La fusion des Instances Représentatives du Personnel en un Comité Social et Economique

CE, CHSCT, DP seront réunis dans une instance unique, le Comité Social et Economique. C’est une mini révolution pour les hommes et les femmes qui y siègeront, et beaucoup de questions se posent sur le fonctionnement de ce comité, et la formation de ses membres.

En effet, aujourd’hui, les compétences nécessaires pour siéger au CE, sont différentes de celles des représentants au CHSCT, idem pour les DP … Demain comment cela va-t-il se passer ? Est-ce qu’il y aura toujours des élus spécialisés sur telle ou telle thématique ? Est-ce que tout le monde devra à peu près tout maîtriser ? Une connaissance exhaustive de tous les sujets paraît totalement impossible, car les sujets abordés sont vastes et techniques.

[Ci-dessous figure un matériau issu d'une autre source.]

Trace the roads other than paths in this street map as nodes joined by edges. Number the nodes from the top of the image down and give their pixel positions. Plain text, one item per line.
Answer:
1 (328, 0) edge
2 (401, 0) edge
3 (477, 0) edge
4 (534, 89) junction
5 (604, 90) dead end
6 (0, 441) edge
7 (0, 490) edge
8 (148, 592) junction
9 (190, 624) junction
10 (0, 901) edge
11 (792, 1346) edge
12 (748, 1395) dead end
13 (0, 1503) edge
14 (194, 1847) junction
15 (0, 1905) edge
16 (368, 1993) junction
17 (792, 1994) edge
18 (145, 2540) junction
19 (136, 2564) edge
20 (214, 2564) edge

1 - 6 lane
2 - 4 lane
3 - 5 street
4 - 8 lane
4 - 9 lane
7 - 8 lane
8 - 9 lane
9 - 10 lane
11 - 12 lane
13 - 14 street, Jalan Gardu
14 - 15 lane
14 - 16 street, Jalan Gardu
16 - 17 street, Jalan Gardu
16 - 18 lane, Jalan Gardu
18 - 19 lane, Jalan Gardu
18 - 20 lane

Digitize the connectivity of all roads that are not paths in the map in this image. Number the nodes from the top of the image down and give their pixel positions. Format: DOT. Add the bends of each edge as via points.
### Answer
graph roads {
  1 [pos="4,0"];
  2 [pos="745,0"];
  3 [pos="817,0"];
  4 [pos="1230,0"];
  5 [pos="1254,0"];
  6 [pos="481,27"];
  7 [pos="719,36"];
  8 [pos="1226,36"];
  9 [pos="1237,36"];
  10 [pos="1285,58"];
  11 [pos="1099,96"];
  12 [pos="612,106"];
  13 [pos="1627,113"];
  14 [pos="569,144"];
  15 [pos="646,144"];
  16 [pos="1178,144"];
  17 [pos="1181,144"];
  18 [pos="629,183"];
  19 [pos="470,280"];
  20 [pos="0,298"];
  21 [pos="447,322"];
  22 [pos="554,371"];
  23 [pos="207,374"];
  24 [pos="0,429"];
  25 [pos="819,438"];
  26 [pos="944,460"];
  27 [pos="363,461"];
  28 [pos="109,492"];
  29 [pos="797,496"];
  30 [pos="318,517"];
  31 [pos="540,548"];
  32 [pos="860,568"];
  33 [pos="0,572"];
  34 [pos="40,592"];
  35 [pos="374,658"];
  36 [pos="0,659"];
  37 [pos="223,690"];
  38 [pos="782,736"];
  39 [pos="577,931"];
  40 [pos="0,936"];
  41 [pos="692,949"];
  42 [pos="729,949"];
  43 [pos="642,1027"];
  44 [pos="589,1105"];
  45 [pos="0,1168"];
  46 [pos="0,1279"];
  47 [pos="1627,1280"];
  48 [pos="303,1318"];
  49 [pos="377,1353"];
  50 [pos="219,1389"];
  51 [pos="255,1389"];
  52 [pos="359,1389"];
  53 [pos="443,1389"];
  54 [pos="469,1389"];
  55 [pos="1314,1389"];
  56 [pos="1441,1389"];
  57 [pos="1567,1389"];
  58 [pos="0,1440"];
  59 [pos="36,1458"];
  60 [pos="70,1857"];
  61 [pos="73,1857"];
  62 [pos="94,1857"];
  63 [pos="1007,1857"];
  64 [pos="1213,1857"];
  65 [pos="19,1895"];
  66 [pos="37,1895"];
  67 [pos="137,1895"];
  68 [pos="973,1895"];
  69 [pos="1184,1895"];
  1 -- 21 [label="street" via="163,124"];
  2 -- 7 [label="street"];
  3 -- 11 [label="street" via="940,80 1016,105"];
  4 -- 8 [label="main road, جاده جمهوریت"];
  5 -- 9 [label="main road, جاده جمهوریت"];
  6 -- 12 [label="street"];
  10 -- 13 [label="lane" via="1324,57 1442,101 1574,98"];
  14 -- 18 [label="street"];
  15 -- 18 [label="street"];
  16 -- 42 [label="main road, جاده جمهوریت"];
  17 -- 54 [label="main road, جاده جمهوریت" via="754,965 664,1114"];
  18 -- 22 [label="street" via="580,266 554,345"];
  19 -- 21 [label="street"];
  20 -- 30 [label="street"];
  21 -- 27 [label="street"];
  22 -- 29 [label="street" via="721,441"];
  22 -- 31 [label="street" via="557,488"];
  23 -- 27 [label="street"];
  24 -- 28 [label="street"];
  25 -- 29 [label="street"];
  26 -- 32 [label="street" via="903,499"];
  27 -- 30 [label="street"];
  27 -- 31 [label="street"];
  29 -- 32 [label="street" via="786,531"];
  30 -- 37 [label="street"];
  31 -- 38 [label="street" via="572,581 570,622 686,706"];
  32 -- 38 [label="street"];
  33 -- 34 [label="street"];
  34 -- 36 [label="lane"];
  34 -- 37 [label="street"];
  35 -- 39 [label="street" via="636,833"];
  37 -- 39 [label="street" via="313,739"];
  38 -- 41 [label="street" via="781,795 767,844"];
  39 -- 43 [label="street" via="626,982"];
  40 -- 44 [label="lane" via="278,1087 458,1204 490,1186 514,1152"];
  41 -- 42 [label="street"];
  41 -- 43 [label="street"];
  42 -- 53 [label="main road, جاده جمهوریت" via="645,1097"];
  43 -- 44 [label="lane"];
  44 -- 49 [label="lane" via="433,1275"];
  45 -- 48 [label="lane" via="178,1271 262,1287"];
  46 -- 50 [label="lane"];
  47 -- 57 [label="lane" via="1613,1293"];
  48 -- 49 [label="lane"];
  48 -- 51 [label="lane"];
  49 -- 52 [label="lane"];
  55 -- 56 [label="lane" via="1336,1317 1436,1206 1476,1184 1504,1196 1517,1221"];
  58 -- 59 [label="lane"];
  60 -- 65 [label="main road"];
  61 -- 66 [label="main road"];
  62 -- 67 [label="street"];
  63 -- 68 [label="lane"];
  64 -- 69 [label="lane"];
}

En outre, une évaluation sera intéressante à réaliser sur les améliorations induites par cette fusion, sur les conditions de travail et d’emploi des salariés ; aujourd’hui le seul gain que l’on peut aisément identifier est celui d’une meilleure visibilité, car le rôle et le fonctionnement des Instances Représentatives du Personnel (IRP) est opaque pour beaucoup de salariés.

Un droit au télétravail sécurisé et souple

Si le télétravail se développe effectivement avec cette loi, il sera nécessaire également pour les entreprises de se poser les bonnes questions par rapport à sa mise en place. Le télétravail induit des changements dans les pratiques managériales, dans les relations au sein des collectifs de travail, dans l’articulation vie privée / vie personnelle … Des questions qui aujourd’hui sont déjà à l’ordre du jour et qui devront continuer à être instruites.